::: DATA SECTION :::
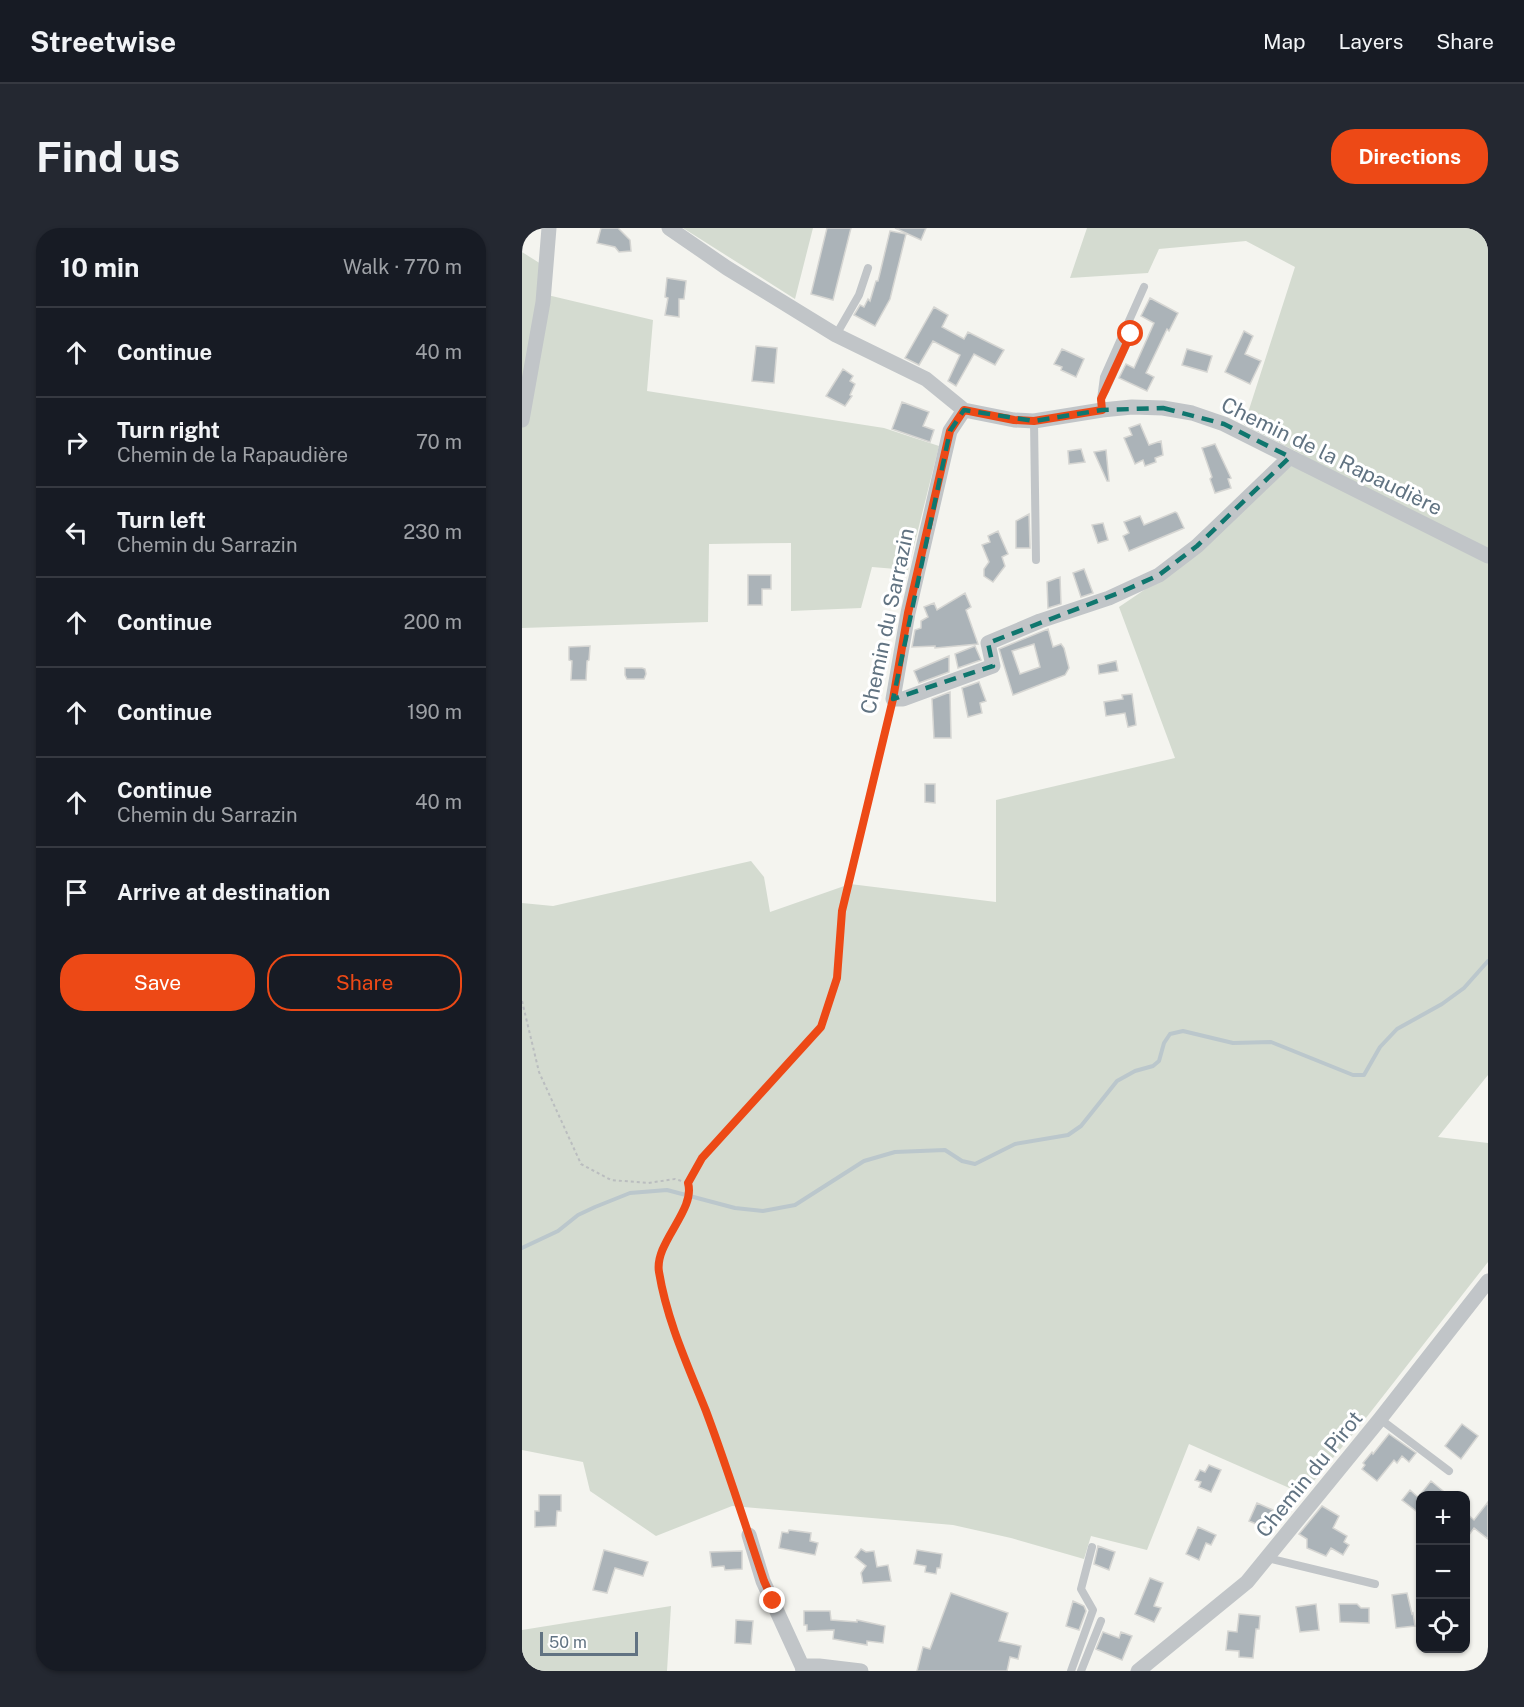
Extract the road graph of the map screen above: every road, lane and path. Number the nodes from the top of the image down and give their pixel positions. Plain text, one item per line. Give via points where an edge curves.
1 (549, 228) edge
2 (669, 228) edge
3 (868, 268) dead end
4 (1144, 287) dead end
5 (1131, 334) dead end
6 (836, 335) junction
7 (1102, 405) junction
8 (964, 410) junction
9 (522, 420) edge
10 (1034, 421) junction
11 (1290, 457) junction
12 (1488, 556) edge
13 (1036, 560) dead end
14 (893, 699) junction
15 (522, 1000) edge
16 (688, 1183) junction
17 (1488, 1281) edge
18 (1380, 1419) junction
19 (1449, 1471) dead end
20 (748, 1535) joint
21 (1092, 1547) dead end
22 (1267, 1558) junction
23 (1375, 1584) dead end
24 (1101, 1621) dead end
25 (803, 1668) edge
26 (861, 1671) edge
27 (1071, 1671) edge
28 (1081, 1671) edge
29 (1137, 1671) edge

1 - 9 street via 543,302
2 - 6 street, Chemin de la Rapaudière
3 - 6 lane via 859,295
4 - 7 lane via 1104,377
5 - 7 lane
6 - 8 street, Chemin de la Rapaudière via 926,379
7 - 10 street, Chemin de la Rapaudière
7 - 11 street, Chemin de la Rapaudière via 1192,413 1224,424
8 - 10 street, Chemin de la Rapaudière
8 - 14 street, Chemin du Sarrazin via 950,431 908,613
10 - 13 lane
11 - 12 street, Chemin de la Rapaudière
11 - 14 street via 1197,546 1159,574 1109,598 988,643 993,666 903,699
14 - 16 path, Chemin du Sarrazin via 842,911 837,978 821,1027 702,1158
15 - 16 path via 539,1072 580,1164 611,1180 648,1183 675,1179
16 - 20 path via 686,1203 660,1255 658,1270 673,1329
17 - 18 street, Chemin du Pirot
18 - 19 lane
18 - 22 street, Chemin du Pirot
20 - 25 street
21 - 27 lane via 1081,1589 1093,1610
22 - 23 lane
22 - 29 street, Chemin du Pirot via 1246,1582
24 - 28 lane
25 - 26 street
:::
■ **TO DO**:
Scan the material and collect every line that contains "lane".

■ **ANSWER BELOW**:
Extract the road graph of the map screen above: every road, lane and path. Number the nodes from the top of the image down and give their pixel positions. Plain text, one item per line. Give via points where an edge curves.
3 - 6 lane via 859,295
4 - 7 lane via 1104,377
5 - 7 lane
10 - 13 lane
18 - 19 lane
21 - 27 lane via 1081,1589 1093,1610
22 - 23 lane
24 - 28 lane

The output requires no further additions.